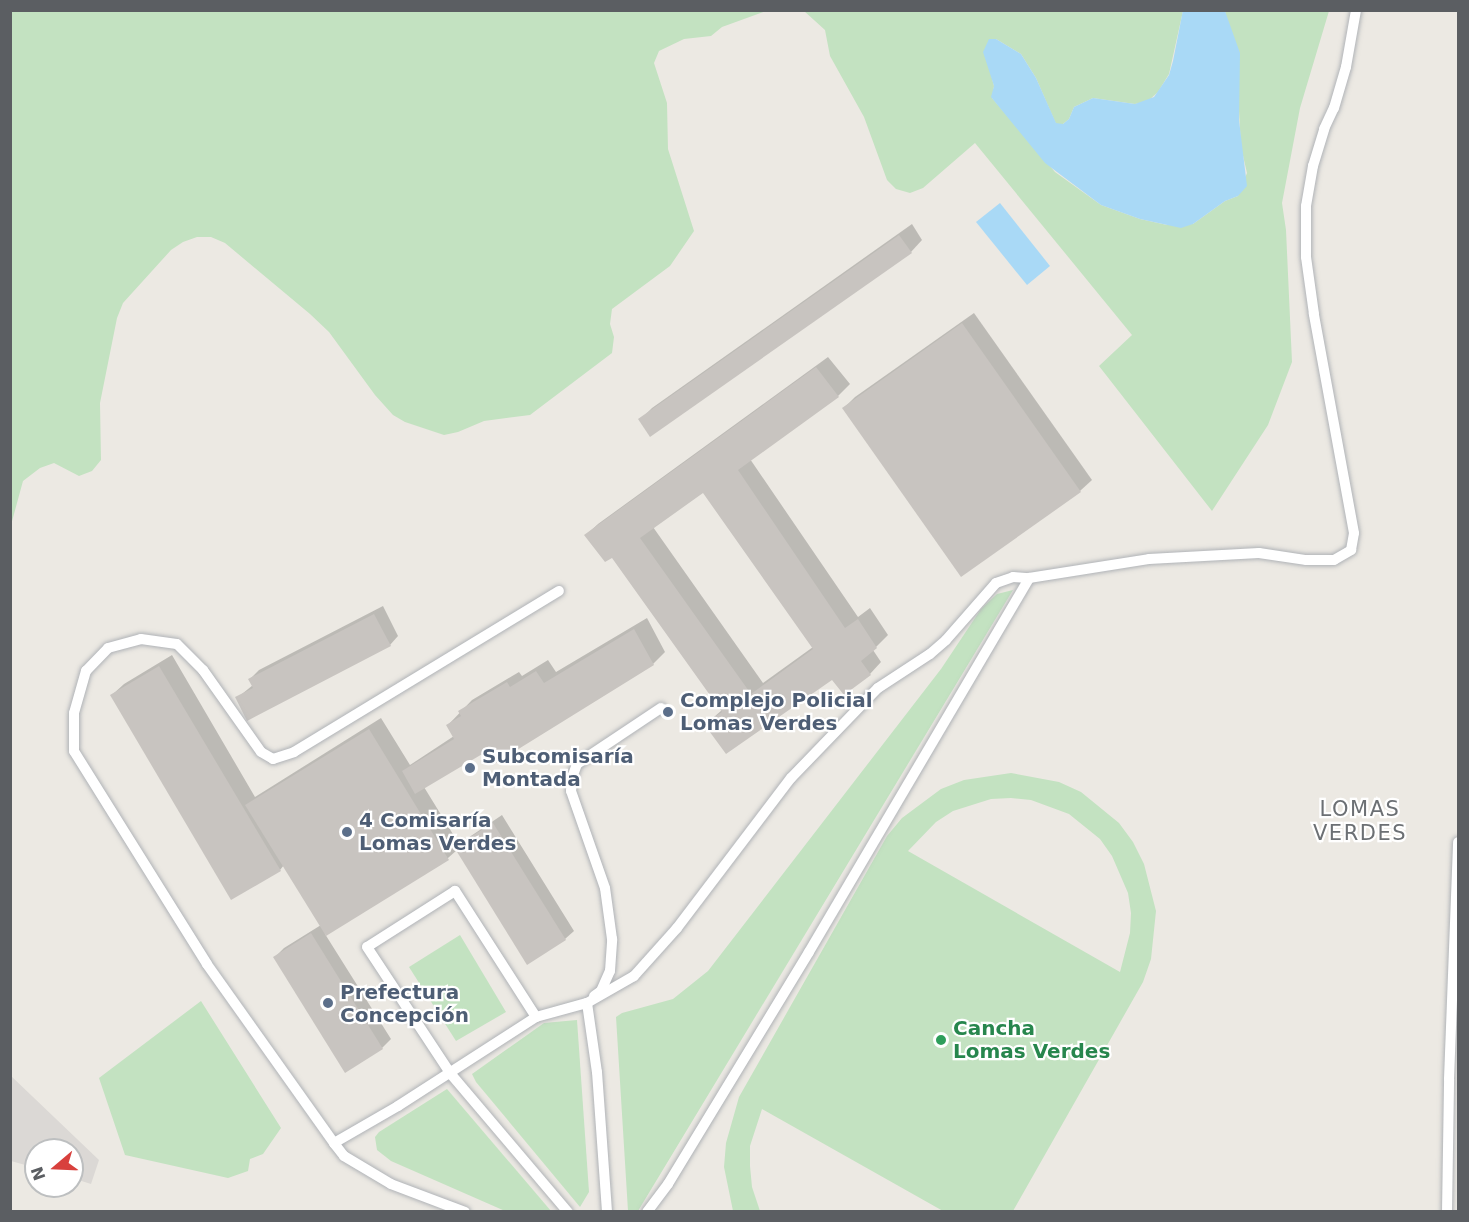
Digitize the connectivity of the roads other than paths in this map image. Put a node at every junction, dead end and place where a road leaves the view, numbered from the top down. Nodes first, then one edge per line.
1 (1356, 10) edge
2 (1029, 578) junction
3 (559, 591) dead end
4 (661, 708) dead end
5 (1458, 842) edge
6 (587, 1003) junction
7 (536, 1017) junction
8 (450, 1073) junction
9 (334, 1143) junction
10 (465, 1212) edge
11 (567, 1212) edge
12 (607, 1212) edge
13 (647, 1212) edge
14 (1447, 1212) edge

1 - 2 lane
2 - 6 lane
2 - 13 lane
3 - 9 lane
4 - 6 lane
5 - 14 lane
6 - 7 lane
6 - 12 lane
7 - 8 lane
7 - 8 lane
8 - 9 lane
8 - 11 lane
9 - 10 lane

────────────────────

■ Task prompt
The records above need to be printed in full and exactly, without any of the pictures.

■ Task answer
Digitize the connectivity of the roads other than paths in this map image. Put a node at every junction, dead end and place where a road leaves the view, numbered from the top down. Nodes first, then one edge per line.
1 (1356, 10) edge
2 (1029, 578) junction
3 (559, 591) dead end
4 (661, 708) dead end
5 (1458, 842) edge
6 (587, 1003) junction
7 (536, 1017) junction
8 (450, 1073) junction
9 (334, 1143) junction
10 (465, 1212) edge
11 (567, 1212) edge
12 (607, 1212) edge
13 (647, 1212) edge
14 (1447, 1212) edge

1 - 2 lane
2 - 6 lane
2 - 13 lane
3 - 9 lane
4 - 6 lane
5 - 14 lane
6 - 7 lane
6 - 12 lane
7 - 8 lane
7 - 8 lane
8 - 9 lane
8 - 11 lane
9 - 10 lane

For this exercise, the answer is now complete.